## WORK INSTRUCTION:
Copy all the records exactly; the complete set is the expected result.

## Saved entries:
════════════════
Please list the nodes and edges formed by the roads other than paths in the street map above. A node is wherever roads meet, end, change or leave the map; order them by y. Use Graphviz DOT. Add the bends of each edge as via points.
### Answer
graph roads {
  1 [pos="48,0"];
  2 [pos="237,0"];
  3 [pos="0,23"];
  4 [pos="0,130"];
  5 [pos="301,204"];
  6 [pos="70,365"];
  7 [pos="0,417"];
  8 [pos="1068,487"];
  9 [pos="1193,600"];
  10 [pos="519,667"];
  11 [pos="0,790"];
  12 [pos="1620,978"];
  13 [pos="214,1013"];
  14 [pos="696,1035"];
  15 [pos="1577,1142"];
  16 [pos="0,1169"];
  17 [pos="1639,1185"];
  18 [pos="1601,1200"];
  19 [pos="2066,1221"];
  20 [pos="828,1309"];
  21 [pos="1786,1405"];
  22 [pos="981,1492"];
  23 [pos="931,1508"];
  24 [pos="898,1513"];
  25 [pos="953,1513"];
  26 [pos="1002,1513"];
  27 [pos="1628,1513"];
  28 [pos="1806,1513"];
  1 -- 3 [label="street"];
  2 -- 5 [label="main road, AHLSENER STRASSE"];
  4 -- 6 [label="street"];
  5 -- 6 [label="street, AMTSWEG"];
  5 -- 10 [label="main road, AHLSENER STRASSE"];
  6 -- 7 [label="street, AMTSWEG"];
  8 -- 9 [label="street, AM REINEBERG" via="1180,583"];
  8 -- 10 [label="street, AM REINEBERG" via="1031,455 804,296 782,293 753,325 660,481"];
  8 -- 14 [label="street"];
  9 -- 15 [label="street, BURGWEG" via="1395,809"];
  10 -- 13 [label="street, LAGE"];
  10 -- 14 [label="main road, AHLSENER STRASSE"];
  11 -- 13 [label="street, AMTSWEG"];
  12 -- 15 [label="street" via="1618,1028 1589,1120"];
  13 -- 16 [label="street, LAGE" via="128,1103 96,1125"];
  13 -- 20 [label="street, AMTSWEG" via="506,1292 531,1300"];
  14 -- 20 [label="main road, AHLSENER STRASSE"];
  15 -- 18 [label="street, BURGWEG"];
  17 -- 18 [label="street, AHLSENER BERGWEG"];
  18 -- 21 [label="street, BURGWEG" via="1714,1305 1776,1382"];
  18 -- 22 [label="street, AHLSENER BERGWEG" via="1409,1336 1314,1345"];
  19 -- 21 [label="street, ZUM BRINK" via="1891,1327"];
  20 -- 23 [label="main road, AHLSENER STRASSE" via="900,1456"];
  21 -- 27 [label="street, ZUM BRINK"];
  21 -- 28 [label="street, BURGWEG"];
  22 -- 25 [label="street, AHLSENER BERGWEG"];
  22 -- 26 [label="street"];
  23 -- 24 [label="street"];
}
════════════════
## YOUR RESPONSE:
Please list the nodes and edges formed by the roads other than paths in the street map above. A node is wherever roads meet, end, change or leave the map; order them by y. Use Graphviz DOT. Add the bends of each edge as via points.
### Answer
graph roads {
  1 [pos="48,0"];
  2 [pos="237,0"];
  3 [pos="0,23"];
  4 [pos="0,130"];
  5 [pos="301,204"];
  6 [pos="70,365"];
  7 [pos="0,417"];
  8 [pos="1068,487"];
  9 [pos="1193,600"];
  10 [pos="519,667"];
  11 [pos="0,790"];
  12 [pos="1620,978"];
  13 [pos="214,1013"];
  14 [pos="696,1035"];
  15 [pos="1577,1142"];
  16 [pos="0,1169"];
  17 [pos="1639,1185"];
  18 [pos="1601,1200"];
  19 [pos="2066,1221"];
  20 [pos="828,1309"];
  21 [pos="1786,1405"];
  22 [pos="981,1492"];
  23 [pos="931,1508"];
  24 [pos="898,1513"];
  25 [pos="953,1513"];
  26 [pos="1002,1513"];
  27 [pos="1628,1513"];
  28 [pos="1806,1513"];
  1 -- 3 [label="street"];
  2 -- 5 [label="main road, AHLSENER STRASSE"];
  4 -- 6 [label="street"];
  5 -- 6 [label="street, AMTSWEG"];
  5 -- 10 [label="main road, AHLSENER STRASSE"];
  6 -- 7 [label="street, AMTSWEG"];
  8 -- 9 [label="street, AM REINEBERG" via="1180,583"];
  8 -- 10 [label="street, AM REINEBERG" via="1031,455 804,296 782,293 753,325 660,481"];
  8 -- 14 [label="street"];
  9 -- 15 [label="street, BURGWEG" via="1395,809"];
  10 -- 13 [label="street, LAGE"];
  10 -- 14 [label="main road, AHLSENER STRASSE"];
  11 -- 13 [label="street, AMTSWEG"];
  12 -- 15 [label="street" via="1618,1028 1589,1120"];
  13 -- 16 [label="street, LAGE" via="128,1103 96,1125"];
  13 -- 20 [label="street, AMTSWEG" via="506,1292 531,1300"];
  14 -- 20 [label="main road, AHLSENER STRASSE"];
  15 -- 18 [label="street, BURGWEG"];
  17 -- 18 [label="street, AHLSENER BERGWEG"];
  18 -- 21 [label="street, BURGWEG" via="1714,1305 1776,1382"];
  18 -- 22 [label="street, AHLSENER BERGWEG" via="1409,1336 1314,1345"];
  19 -- 21 [label="street, ZUM BRINK" via="1891,1327"];
  20 -- 23 [label="main road, AHLSENER STRASSE" via="900,1456"];
  21 -- 27 [label="street, ZUM BRINK"];
  21 -- 28 [label="street, BURGWEG"];
  22 -- 25 [label="street, AHLSENER BERGWEG"];
  22 -- 26 [label="street"];
  23 -- 24 [label="street"];
}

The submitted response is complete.